Thomas, who previously competed on the men's swim team at Penn, joined the women's team for the 2021-2022 season after undergoing two years of hormone replacement therapy, she explained in a recent interview with Sports Illustrated. Since then, however, the athlete's sparked a wave of controversy and national debate on whether trans women should be able to compete in women's sports.

The roundheeled media, which of late has never met a "transgressive" fad it didn't want to tumble for, has fully embraced the language of "transsexuality," as evidenced above. When Billy Wilder made his classic cross-dressing comedy, Some Like It Hot, the famous last line was meant to be a killer-diller. Today, the joke goes right over the multi-colored heads of the tik-tokkers. What's the problem? they wonder:

Lest you think me a prude, long before it was fashionable my debut novel, Exchange Alley (1997), featured a character of shall we say dramatically indeterminate sexuality, and includes scenes of extreme violence while exploring the seamier sides of the New York City and Soviet Russia sexual underground of the time. No one objected to the material: my book got a starred review in Publishers Weekly, was named a Book-of-the-Month club alternate selection upon publication, and was recorded as a book on tape by the late Edward Herrmann. Heck, it's fun for the whole family:

JFK assassination buffs will enjoy bushwhacking their way through this labyrinthine debut. Young Danish cultural attache Egil Ekdahl--engaged in hawking the KGB's file on Lee Harvey Oswald to the highest bidder--turns up murdered in a particularly grisly fashion, and NYPD Detective Francis X. Byrne is given the joyless task of finding his killer. Almost immediately, he locates one of Ekdahl's many sex partners, a fabulous Dane called Ingrid Bentsen, who connects him to New York's hot Euro club scene. But Byrne also discovers the lowlights of Ekdahl's career: a distinguished regular at a gay S&M club in the West Village, he was once caught on tape slicing a girl's throat during intercourse somewhere in Russia.

What I find interesting in retrospect is that there was no politicization of the subject matter. Just as there wasn't about Some Like It Hot, The Silence of the Lambs, or this off-Broadway classic:

Ah, but now such things are hills to die on for cultural warriors. There is no middle ground: you're either on board with the latest boundary-pusher or barrier-breaker, or you're a hateful bigot. There is no art to be mined from this particular mother lode, no jokes to be made. The iconoclastic, juvenile demons of Wokeness run shrieking through the halls of Western civ, smashing everything in their path, just for the sheer hell of it.

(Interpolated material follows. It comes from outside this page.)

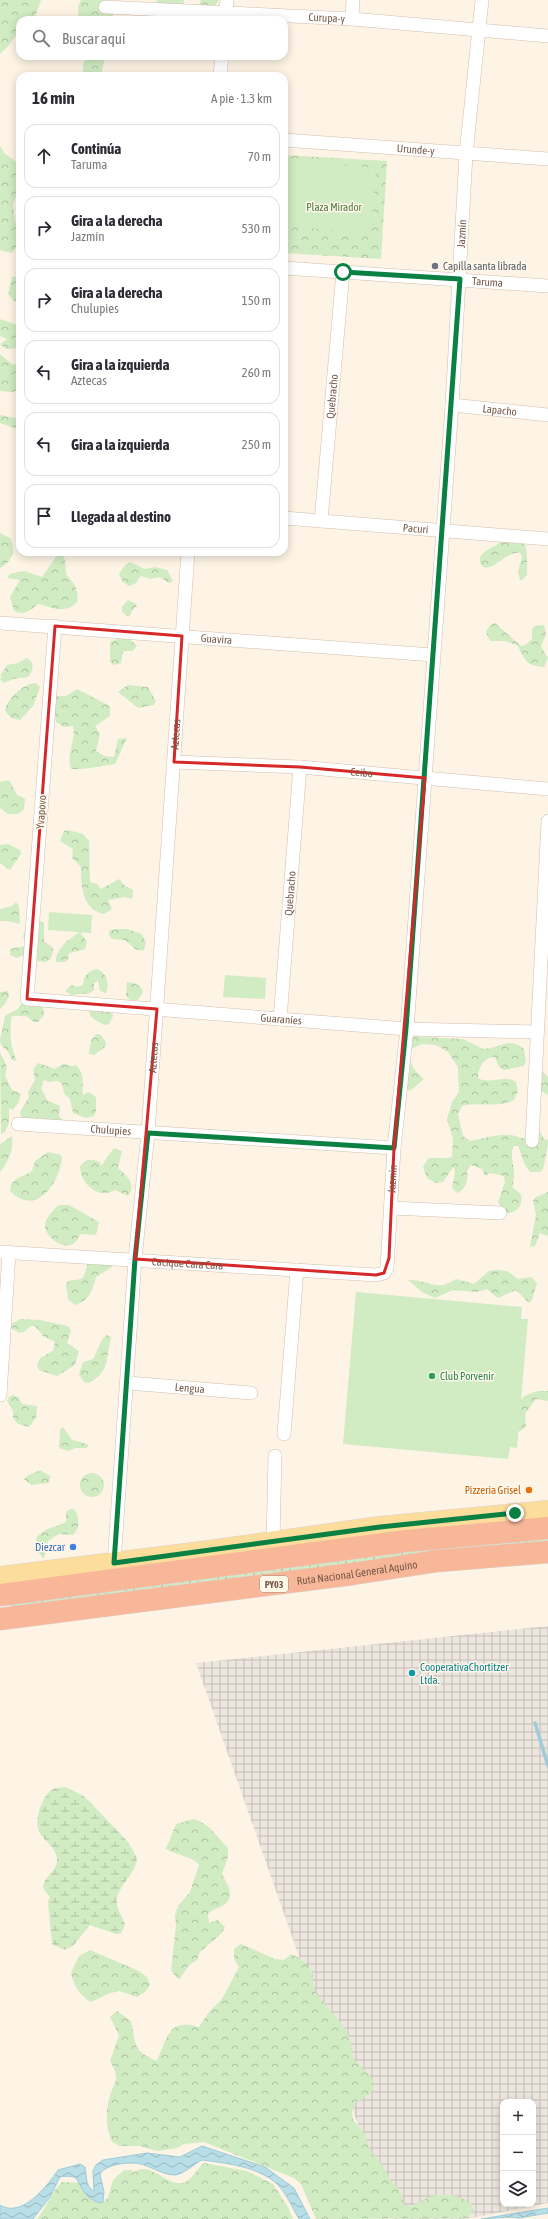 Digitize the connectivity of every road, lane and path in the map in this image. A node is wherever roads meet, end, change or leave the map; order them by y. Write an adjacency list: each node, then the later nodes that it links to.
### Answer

So it's with some satisfaction one notes that WilLia Thomas just finished dead last in the final race of his college career:

Transgender swimmer Lia Thomas ended her controversial college swimming career with a last place finish in the final of the 100-yard freestyle at the US collegiate championships on Saturday. Thomas, who competes for the University of Pennsylvania, trailed home in eighth place in 48.18 sec, more than two seconds behind winner Gretchen Walsh, who touched the wall in 46.05 sec.

Controversy has shrouded Thomas throughout the year, with critics and some fellow swimmers saying she should not have been allowed to compete and has an unfair physiological advantage. Others say she should be allowed to compete freely as a woman

Gotta love that "others." Who are they? Nuthouse Napoleons all, transvestite lions roaring orders at an army of sheep and wondering why Mother Nature steadfastly refuses to take them seriously. Meanwhile we, like lambs, refuse to object. There's nothing "controversial" about Thomas's career, except that the entire deracinated political and journalistic establishment takes it seriously, and insists that we do, too. It's the Emperor's New Clothes all over again, only this time it's an Empress, she's packing, and doesn't care who knows it.